ZETA DIVISION knocked Fnatic out of VALORANT Champions Tour Stage 1 Masters: Reykjavík 2-0 after the team was forced to field two substitutes for the event.
Fnatic came into Masters: Reykjavík already at a disadvantage. The team needed to field two substitutes as its star Duelist player Nikita “Derke” Sirmitev was forced to quarantine before he could join the team on stage and an internal suspension forced Andrey “BraveAF” Gorchakov out of the starting lineup.
But despite these hindrances, many gave the team a chance to make it to the group stage to compete with Derke again in the playoffs stage because of their track record internationally and quality substitute pick-ups in Enzo “Fearoth” Mestari and Joona “H1ber” Parviainen.
Even so, Fnatic fell to Ninjas in Pyjamas in their first match 2-0 and lost to ZETA DIVISION Tuesday which eliminated them from the competition.
According to Fnatic’s coach Jacob “mini” Harris, the substitutions “destroyed” the team’s chances at a deep run at Masters: Reykjavík.
“We’re essentially a new team, we just watched a new team play the game, and obviously trying to watch a new team play the game on the biggest stage that we’ve got, that’s what happens,” mini said in a post-match press conference.
Fnatic had eight days to prepare with their Masters lineup before the tournament started and from mini’s point of view, it showed.
— FNATIC Derke (@derkeps) April 11, 2022
The Fnatic coach also pointed toward the team’s reliance on Derke and their tactical system as another reason that they left the tournament early.
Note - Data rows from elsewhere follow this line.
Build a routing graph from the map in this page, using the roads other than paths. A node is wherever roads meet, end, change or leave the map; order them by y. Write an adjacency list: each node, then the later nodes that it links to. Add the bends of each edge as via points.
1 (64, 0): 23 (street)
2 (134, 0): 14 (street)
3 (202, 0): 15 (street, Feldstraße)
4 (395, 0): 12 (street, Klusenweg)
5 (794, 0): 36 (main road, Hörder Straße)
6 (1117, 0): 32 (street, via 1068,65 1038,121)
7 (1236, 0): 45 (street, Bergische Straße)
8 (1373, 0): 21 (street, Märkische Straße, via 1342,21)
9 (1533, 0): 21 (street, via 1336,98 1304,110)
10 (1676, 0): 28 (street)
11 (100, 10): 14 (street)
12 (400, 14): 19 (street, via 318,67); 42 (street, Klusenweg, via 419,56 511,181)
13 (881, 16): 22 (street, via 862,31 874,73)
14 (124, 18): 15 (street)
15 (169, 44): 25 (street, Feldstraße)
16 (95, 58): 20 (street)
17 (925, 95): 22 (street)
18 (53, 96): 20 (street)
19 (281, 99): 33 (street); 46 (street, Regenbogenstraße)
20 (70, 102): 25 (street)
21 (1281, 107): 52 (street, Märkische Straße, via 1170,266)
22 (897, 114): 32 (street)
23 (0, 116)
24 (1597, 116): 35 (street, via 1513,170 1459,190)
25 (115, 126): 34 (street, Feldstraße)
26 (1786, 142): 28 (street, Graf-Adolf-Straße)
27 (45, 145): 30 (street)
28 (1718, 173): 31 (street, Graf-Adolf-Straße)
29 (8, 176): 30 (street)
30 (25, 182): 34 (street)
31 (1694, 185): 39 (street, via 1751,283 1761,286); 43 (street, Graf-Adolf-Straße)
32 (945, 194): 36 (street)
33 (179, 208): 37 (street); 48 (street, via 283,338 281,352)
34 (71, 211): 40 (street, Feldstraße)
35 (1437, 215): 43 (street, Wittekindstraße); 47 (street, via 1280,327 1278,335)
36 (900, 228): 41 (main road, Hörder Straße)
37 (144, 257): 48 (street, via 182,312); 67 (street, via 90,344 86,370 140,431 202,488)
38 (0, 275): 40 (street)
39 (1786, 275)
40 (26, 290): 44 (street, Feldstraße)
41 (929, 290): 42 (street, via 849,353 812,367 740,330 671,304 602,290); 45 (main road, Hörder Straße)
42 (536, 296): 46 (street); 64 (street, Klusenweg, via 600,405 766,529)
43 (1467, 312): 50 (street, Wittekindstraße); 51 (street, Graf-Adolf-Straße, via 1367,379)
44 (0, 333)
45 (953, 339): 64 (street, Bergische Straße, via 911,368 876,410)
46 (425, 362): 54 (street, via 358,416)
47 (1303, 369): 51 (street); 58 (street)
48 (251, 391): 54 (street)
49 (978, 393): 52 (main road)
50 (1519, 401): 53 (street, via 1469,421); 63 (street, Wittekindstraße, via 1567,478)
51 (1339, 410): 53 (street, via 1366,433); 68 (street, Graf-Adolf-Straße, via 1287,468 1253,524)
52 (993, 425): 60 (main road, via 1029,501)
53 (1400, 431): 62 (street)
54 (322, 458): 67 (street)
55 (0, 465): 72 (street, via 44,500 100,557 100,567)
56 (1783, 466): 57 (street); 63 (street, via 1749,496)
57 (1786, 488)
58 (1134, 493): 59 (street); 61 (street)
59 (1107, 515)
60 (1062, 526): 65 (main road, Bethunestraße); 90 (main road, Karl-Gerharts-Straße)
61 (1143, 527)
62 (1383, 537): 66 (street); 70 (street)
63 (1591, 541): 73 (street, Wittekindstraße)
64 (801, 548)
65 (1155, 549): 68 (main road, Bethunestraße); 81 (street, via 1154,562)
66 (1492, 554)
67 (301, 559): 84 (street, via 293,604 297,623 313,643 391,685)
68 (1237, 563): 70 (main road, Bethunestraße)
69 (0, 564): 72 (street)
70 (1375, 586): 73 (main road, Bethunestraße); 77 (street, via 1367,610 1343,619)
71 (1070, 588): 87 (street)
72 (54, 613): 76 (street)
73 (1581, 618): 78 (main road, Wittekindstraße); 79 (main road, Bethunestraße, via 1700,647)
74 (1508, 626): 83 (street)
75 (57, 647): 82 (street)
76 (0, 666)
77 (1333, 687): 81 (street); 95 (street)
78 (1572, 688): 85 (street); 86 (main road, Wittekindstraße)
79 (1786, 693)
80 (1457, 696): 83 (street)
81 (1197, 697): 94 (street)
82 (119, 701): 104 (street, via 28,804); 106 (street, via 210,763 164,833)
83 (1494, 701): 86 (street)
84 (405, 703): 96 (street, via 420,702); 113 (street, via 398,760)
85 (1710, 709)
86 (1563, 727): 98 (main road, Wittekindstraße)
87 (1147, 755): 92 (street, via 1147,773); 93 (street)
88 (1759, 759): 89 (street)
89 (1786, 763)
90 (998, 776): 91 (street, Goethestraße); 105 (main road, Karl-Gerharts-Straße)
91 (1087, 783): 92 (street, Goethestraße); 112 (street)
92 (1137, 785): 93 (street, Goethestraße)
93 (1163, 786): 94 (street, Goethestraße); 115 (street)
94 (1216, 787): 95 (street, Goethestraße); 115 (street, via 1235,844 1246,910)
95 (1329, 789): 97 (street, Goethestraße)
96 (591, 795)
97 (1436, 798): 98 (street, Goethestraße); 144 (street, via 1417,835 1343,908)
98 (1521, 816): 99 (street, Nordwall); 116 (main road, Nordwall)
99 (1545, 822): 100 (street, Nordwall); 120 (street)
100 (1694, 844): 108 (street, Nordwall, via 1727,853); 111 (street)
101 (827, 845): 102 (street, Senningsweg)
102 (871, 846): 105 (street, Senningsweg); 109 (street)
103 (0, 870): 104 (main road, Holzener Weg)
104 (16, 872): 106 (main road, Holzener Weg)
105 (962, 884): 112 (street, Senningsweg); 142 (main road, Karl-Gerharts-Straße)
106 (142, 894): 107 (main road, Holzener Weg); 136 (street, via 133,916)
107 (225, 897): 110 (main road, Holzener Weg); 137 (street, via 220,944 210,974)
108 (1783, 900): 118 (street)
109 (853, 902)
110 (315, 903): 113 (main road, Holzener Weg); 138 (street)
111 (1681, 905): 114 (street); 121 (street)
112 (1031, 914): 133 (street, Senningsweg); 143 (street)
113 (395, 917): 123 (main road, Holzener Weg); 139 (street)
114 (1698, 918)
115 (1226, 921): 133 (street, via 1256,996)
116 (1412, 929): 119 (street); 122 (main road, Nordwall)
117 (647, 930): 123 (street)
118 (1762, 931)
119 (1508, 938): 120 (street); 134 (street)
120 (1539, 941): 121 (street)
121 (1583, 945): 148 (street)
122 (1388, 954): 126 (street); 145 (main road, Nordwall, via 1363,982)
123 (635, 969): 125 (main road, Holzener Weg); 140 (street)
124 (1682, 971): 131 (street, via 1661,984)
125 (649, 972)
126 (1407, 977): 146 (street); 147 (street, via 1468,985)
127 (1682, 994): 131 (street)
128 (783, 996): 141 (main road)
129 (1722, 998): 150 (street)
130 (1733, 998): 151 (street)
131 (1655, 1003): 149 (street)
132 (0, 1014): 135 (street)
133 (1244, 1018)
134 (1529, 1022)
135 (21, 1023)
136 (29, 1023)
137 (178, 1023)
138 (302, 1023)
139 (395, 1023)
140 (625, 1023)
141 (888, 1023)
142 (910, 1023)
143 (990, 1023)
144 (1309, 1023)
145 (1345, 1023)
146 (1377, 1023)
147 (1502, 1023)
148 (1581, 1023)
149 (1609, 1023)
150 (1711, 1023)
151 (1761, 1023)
He specified that the team has known about this for a while and that this event was kind of a wake-up call.
“It’s no secret that we rely on a system and we rely on Derke because sometimes we get into sticky situations,” mini said.
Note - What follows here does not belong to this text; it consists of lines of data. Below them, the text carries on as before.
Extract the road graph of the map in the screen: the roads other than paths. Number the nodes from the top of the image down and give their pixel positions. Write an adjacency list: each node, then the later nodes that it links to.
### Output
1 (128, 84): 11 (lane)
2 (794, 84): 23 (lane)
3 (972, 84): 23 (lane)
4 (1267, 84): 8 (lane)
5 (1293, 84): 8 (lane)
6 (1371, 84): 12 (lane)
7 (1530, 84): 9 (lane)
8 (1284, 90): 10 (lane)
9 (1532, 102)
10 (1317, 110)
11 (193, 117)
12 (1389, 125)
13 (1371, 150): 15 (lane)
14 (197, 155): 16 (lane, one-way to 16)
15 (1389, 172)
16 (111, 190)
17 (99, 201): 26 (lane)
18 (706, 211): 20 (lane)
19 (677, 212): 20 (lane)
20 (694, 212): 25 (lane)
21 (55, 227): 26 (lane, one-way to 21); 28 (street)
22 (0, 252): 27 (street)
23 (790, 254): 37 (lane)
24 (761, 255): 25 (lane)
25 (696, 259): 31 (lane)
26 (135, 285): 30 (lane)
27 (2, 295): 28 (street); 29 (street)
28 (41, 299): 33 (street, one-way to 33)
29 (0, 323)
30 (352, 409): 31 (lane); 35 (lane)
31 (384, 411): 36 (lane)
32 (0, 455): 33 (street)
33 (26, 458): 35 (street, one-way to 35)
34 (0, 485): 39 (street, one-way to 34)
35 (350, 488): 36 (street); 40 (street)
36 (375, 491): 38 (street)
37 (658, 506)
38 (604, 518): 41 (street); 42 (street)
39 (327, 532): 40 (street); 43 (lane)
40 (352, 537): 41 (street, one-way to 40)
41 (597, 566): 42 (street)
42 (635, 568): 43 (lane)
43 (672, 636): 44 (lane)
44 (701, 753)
ZETA DIVISION will go on to play NiP in the decider match for the final spot out of the group stage in their group while Fnatic will have to wait till VCT Stage 2 begins in Europe to start their international journey again, with possibly a new tactical and player system.
“As for the future, I think it just comes down to hard work to be quite honest and it’s a reality check that this is what happens if we don’t have that kind of system,” mini said.
“I think it’s up to individuals to kind of put in that hard work and me to figure out a system as a coach to facilitate the player’s growth.”